Given that numactl is able to get the right node information, I don't think this can really be CANTFIX, at least for the # of NUMA nodes. The NUMA information really shouldn't be dependent on whether CPUS are all active - AIUI NUMA toplogy is tied to the sockets/cores/threads heirarchy on x86, but that's not the case on power. David recommended adding the following in-depth information to the bug
report and closing it again as NOTABUG.
---
libvirt obtains the data stored into a virNodeInfo object, the same data
that is eventually displayed to the user when virsh nodeinfo is called,
by looking at the contents of /sys/devices/system/node.
The topology information comes from the files in
/sys/devices/system/node/node*/cpu*/topology, but that data is not
available when a CPU is offline, which means that when SMT is off it
obtains the following information about the system:
nodes: 4
sockets: 1
cores: 5
threads: 1
cpus: 20
which is a decent approximation of the actual topology. However, near
the end of the linuxNodeInfoCPUPopulate() function, which is called by
nodeGetInfo(), we have the following code:
/* Now check if the topology makes sense. There are machines that
* don't expose their real number of nodes or for example the AMD
* Bulldozer architecture that exposes their Clustered integer core
* modules as both threads and cores. This approach throws off our
* detection.
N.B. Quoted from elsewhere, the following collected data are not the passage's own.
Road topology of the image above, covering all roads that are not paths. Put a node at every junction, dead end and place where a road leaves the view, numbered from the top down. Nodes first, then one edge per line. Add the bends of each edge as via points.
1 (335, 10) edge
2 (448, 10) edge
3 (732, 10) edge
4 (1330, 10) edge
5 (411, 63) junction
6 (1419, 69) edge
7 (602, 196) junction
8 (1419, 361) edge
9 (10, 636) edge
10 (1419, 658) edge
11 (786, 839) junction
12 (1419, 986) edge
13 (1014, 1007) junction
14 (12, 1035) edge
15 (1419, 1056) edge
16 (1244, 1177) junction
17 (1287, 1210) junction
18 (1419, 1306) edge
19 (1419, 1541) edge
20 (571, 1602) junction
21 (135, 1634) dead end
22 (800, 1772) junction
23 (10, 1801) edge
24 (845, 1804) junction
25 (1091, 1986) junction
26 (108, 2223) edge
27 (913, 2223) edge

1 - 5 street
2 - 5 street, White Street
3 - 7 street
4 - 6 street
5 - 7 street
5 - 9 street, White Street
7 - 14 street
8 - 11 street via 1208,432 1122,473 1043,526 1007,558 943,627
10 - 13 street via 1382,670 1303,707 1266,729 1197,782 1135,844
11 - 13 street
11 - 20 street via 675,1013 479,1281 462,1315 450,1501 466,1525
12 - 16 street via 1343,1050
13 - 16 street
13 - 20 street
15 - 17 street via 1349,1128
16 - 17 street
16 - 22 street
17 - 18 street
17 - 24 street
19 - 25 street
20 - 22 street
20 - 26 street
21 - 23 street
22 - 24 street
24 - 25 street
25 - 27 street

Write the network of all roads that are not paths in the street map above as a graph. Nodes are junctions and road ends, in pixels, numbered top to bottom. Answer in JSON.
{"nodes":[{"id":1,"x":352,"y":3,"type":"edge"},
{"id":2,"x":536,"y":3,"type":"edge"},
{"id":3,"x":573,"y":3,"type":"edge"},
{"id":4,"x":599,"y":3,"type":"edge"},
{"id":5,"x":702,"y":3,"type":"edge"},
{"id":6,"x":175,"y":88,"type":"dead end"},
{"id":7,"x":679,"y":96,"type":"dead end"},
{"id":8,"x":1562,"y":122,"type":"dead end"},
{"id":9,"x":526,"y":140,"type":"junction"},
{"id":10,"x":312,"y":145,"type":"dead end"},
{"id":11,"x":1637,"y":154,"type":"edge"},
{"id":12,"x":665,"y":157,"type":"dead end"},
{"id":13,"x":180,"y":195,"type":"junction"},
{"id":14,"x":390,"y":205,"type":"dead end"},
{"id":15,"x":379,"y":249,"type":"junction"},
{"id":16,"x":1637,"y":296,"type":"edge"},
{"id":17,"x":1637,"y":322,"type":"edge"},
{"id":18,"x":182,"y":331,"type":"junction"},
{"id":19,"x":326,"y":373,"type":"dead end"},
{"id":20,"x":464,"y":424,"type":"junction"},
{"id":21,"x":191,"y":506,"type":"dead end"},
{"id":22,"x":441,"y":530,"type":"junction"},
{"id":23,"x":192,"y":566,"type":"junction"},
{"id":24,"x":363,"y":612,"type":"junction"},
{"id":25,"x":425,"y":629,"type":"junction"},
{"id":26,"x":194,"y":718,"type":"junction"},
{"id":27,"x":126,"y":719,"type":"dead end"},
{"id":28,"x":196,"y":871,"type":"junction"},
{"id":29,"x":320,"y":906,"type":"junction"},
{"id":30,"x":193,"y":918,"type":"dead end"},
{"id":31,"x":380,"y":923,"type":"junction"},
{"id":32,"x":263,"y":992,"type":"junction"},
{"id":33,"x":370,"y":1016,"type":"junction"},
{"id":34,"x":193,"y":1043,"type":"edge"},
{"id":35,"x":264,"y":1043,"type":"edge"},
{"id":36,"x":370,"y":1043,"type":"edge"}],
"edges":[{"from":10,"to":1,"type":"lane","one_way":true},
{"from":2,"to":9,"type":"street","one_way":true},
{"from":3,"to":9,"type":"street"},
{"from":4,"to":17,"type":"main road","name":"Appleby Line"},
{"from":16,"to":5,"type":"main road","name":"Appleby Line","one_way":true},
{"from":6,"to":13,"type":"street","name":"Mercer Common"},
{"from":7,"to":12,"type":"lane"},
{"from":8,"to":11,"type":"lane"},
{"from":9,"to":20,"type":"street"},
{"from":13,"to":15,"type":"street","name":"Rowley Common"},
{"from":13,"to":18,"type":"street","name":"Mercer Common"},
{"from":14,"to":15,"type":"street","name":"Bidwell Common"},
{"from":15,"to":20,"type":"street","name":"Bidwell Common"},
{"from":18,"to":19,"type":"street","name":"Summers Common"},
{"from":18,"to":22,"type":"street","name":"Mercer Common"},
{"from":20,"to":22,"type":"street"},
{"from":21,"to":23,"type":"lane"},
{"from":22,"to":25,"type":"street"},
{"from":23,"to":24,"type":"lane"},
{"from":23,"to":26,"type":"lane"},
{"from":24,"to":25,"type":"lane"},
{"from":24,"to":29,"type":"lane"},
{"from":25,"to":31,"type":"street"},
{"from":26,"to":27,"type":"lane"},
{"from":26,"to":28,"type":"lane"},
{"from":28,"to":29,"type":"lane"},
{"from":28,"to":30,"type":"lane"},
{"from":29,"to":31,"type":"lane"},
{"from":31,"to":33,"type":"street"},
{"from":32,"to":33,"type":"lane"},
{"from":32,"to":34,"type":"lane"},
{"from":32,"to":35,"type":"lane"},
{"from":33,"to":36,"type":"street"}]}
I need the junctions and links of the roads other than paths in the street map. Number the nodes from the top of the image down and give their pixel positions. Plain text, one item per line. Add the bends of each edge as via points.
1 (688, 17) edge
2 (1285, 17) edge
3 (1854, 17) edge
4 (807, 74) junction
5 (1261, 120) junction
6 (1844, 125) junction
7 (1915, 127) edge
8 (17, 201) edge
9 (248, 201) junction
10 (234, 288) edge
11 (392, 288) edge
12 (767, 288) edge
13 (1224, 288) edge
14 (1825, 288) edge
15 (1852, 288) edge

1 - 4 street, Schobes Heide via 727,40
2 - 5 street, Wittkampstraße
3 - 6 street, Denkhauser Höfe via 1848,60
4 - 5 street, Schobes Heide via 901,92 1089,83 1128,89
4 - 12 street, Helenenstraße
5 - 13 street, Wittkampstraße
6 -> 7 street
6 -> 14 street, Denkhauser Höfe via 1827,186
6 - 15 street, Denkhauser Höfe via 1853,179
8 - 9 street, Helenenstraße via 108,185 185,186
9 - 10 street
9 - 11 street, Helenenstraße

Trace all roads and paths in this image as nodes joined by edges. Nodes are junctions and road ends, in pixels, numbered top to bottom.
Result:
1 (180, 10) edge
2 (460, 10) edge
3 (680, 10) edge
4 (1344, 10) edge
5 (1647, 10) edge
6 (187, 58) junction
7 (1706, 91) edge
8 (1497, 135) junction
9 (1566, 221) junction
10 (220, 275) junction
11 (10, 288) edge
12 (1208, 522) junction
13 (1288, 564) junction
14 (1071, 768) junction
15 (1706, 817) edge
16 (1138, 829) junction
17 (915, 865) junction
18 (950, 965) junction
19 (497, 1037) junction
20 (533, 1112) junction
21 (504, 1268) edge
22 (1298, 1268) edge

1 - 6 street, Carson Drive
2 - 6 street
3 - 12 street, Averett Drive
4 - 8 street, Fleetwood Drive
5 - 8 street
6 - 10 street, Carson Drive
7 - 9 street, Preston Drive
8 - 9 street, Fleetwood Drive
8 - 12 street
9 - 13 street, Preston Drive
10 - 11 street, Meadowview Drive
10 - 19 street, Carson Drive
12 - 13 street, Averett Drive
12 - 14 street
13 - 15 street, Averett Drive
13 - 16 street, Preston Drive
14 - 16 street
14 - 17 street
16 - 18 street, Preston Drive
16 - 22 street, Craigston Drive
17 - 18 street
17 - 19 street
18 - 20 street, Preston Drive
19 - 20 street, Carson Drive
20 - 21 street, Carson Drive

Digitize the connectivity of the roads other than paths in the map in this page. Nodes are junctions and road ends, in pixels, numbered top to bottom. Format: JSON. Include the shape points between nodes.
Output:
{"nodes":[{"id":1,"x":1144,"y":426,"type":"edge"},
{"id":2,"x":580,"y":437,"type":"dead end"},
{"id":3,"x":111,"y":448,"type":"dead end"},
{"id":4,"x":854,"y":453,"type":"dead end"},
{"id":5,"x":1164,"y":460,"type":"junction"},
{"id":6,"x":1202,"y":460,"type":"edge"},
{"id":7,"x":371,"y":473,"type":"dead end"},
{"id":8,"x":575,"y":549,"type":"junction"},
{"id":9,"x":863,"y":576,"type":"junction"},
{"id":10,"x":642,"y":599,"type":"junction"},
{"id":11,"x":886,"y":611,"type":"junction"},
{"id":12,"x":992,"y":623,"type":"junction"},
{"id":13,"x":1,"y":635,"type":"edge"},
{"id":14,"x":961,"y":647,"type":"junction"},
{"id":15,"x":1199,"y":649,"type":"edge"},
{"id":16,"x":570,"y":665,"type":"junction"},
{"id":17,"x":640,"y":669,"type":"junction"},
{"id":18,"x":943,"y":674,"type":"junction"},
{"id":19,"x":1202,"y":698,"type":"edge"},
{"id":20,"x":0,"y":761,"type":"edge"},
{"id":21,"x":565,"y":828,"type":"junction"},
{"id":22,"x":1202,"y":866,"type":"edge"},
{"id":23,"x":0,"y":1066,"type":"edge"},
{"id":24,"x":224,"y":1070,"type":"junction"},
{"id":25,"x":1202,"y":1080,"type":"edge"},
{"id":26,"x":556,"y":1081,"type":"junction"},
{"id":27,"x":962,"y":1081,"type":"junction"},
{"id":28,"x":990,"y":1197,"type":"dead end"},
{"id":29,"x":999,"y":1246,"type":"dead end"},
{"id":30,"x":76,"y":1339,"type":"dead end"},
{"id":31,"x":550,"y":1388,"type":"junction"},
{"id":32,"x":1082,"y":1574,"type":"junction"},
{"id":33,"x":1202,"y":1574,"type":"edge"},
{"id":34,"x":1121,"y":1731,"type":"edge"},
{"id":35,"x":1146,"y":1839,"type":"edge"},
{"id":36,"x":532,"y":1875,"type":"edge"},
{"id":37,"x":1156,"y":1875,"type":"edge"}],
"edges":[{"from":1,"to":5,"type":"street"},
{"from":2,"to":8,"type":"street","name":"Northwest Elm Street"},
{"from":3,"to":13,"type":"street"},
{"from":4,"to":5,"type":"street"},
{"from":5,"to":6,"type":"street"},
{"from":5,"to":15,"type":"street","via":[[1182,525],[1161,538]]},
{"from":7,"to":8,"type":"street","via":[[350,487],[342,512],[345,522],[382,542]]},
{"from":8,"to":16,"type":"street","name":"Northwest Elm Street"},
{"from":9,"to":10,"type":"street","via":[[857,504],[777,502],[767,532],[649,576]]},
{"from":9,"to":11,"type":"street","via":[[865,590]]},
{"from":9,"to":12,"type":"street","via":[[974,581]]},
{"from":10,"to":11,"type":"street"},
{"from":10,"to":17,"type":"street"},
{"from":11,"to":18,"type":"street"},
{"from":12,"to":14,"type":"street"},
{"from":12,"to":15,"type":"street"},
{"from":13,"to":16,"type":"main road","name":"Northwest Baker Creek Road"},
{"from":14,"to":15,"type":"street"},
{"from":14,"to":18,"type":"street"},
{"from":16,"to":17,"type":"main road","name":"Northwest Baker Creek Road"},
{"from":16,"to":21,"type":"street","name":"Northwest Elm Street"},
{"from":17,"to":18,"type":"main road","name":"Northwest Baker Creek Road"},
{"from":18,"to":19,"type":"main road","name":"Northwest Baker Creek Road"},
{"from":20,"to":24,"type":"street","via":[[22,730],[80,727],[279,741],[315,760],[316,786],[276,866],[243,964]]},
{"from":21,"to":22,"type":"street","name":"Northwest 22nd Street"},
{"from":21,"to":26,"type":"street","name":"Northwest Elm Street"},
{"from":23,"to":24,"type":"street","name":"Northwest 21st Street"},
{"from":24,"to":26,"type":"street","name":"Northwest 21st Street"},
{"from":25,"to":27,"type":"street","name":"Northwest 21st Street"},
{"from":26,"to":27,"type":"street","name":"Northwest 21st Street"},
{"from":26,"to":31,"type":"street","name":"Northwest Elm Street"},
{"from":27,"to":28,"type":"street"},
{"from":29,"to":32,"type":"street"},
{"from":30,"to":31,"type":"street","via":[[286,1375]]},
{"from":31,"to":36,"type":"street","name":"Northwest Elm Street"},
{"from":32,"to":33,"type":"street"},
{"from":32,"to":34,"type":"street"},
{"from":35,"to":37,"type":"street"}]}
Unfortunately the nodeinfo structure isn't designed to
* carry the full topology so we're going to lie about the detected
* topology to notify the user to check the host capabilities for
* the actual topology. */
if ((nodeinfo->nodes *
nodeinfo->sockets *
nodeinfo->cores *
nodeinfo->threads) != (nodeinfo->cpus + offline)) {
nodeinfo->nodes = 1;
nodeinfo->sockets = 1;
nodeinfo->cores = nodeinfo->cpus + offline;
nodeinfo->threads = 1;
}
In our case:
nodes * sockets * cores * threads == cpus + offline
4 * 1 * 5 * 1 == 20 + 140
which obviously doesn't add up, which in turn means the virNodeInfo
object actually ends up looking like this:
nodes: 1
sockets: 1
cores: 160
threads: 1
cpus: 20
I talked to Jirka and he confirmed that this is expected and that
well-behaved, non legacy applications are supposed to disregard the
information stored in virNodeInfo and look up the detailed topology
described in the XML capabilities whenever nodeinfo->nodes == 1.